Peki, bugün savaş propagandacıları Derne’deki felaket ve savaşa verdikleri desteğin bunda oynadığı rol hakkında ne söylüyorlar? Cole ve Achcar bloglarında hiçbir şey söylemediler. Libya’da yaratılmasına yardım ettikleri felaketi geride bıraktılar. Achcar, NATO’nun bu kez Rusya’ya karşı yürüttüğü son savaşa destek vermeye devam ediyor.

Ukrayna’da Rusya’ya karşı yürütülen savaş doğrudan NATO tarafından başlatılmış olan askeri tırmanma sarmalından kaynaklanmıştır. Libya’daki savaşın ardından NATO güçleri Kaddafi’ye karşı kullandıkları İslamcıları Suriye’de savaş yürütmek üzere vekil güçler olarak seferber ettiler. Eylül 2013’te Sivastopol’da bulunan Rus savaş gemileri NATO gemilerinin Suriye’yi bombalamasını engellemek için müdahalede bulundu. Washington ve Berlin, beş aydan kısa bir süre sonra Ukrayna’daki Şubat 2014 Maydan darbesini destekledi ve Rusya’dan Sivastopol’u ve tüm Kırım Yarımadası’nı Kiev’de yeni kurulan NATO yanlısı rejime teslim etmesini talep etti.

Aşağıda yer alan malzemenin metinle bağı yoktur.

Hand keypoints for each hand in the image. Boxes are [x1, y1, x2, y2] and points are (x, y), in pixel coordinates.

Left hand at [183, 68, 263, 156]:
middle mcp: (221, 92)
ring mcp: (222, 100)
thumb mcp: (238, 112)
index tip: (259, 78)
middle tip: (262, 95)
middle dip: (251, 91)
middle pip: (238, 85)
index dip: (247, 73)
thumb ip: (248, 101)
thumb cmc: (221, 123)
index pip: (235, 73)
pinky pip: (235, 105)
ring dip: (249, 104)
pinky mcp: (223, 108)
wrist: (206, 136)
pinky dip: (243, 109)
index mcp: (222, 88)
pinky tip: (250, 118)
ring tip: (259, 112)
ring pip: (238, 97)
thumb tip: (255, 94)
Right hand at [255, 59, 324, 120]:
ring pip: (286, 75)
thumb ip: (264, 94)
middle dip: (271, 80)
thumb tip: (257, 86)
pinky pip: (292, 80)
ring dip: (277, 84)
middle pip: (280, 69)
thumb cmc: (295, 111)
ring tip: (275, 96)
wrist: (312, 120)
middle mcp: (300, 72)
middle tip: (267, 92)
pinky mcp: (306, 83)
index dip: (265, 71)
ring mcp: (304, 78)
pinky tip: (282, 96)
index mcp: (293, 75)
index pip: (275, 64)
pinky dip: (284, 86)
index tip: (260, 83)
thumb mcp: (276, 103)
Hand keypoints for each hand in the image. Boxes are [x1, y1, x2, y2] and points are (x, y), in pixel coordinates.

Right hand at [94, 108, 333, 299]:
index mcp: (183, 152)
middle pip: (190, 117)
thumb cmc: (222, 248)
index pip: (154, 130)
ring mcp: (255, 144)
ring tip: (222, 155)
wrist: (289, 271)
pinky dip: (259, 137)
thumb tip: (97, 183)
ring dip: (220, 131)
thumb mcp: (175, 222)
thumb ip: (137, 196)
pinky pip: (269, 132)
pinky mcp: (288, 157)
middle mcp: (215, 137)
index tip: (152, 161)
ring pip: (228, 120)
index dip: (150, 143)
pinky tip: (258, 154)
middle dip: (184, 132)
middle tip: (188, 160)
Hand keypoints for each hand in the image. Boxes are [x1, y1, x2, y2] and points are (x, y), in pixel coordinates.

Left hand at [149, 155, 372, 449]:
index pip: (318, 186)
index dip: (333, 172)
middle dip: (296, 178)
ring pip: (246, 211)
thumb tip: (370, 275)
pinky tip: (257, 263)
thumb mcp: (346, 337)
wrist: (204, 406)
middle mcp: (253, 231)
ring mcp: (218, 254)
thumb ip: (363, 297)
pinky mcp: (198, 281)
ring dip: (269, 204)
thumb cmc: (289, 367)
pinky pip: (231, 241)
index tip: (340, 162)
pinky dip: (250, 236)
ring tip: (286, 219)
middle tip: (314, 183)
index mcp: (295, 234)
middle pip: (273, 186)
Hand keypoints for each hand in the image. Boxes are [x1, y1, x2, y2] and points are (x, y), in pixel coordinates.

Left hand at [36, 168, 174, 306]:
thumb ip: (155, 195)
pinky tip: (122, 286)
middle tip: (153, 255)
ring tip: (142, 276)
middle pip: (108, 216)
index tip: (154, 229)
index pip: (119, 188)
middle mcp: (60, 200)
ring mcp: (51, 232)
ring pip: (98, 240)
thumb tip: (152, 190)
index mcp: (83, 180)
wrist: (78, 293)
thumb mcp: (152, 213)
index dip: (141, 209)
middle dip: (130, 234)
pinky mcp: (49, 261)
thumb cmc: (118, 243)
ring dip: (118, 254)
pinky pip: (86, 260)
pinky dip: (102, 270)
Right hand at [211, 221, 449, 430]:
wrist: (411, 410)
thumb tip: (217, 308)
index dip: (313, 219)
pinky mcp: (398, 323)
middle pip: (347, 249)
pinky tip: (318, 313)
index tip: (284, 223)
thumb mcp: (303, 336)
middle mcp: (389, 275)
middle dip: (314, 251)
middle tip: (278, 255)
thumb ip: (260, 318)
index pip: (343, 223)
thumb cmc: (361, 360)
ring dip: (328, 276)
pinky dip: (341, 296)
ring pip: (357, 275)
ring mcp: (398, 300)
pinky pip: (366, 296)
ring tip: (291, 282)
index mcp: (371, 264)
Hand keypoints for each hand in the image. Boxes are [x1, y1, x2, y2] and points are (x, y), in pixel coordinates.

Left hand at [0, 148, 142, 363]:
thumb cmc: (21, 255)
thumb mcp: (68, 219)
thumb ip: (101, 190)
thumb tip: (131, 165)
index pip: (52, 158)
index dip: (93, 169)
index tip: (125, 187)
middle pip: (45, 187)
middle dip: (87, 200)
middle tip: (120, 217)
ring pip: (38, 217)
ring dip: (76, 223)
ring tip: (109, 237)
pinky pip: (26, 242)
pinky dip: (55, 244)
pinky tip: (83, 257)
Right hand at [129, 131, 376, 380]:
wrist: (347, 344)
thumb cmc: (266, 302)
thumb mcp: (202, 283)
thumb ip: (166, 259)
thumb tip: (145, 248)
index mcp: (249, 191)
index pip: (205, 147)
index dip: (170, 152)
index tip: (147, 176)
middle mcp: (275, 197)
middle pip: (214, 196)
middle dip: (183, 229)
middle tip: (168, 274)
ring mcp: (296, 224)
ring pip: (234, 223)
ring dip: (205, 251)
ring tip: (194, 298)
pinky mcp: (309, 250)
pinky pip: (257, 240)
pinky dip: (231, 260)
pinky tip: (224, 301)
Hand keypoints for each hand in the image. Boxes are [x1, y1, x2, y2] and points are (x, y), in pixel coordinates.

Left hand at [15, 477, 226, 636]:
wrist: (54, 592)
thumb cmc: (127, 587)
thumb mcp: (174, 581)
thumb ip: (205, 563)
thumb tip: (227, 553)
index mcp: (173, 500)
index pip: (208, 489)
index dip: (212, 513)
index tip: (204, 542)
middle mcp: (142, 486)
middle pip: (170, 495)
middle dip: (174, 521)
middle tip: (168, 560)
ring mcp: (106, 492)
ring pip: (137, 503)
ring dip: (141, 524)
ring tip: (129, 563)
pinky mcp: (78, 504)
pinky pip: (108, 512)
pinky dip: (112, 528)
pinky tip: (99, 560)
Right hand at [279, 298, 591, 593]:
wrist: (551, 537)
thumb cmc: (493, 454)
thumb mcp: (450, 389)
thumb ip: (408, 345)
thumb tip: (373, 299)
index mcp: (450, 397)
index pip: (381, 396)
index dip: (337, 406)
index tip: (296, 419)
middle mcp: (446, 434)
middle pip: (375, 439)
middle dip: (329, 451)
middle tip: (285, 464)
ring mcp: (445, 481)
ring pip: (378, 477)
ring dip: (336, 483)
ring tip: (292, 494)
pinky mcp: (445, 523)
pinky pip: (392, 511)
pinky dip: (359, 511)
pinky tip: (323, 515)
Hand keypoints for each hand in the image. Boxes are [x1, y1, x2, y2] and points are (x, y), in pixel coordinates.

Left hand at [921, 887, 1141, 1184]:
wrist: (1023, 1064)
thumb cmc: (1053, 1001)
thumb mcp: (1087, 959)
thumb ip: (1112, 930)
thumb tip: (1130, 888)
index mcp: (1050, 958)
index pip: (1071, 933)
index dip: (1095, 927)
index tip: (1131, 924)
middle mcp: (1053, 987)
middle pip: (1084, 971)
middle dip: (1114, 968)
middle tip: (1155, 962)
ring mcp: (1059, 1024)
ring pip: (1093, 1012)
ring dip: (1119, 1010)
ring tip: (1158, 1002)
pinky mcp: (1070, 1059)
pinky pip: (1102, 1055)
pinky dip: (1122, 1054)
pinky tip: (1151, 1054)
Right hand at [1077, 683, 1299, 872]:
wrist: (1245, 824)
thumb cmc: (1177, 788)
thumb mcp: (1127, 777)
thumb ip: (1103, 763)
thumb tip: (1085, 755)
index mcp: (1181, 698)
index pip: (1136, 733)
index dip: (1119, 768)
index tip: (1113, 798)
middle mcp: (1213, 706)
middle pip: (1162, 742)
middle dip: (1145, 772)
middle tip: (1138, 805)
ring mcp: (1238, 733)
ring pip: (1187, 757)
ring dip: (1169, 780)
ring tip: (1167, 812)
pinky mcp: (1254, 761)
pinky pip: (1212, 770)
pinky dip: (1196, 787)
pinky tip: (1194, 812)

Dünyanın dört bir yanındaki işçilerin ve gençlerin önündeki belirleyici görev, giderek daha büyük bir felaketler zincirini harekete geçiren bu askeri tırmanma sarmalını durdurmak için emperyalizme karşı uluslararası bir hareket inşa etmektir. NATO’nun emperyalist güçleri Ukrayna’daki savaşı tırmandırıp Rusya’yı parçalamak ve doğal kaynaklarını ele geçirmek için komplolar kurarken, kendilerini yine –bu kez Rusya Devlet Başkanı Vladimir Putin’e karşı– “demokrasi” ve “özgürlük” savunucuları olarak sunuyorlar. Gerçekte, Libya’nın yakılıp yıkılması ve Derne’deki felaket, NATO’nun yağma savaşlarında zafere ulaşmasının feci sonuçlarına dair unutulmaz uyarılar niteliğindedir.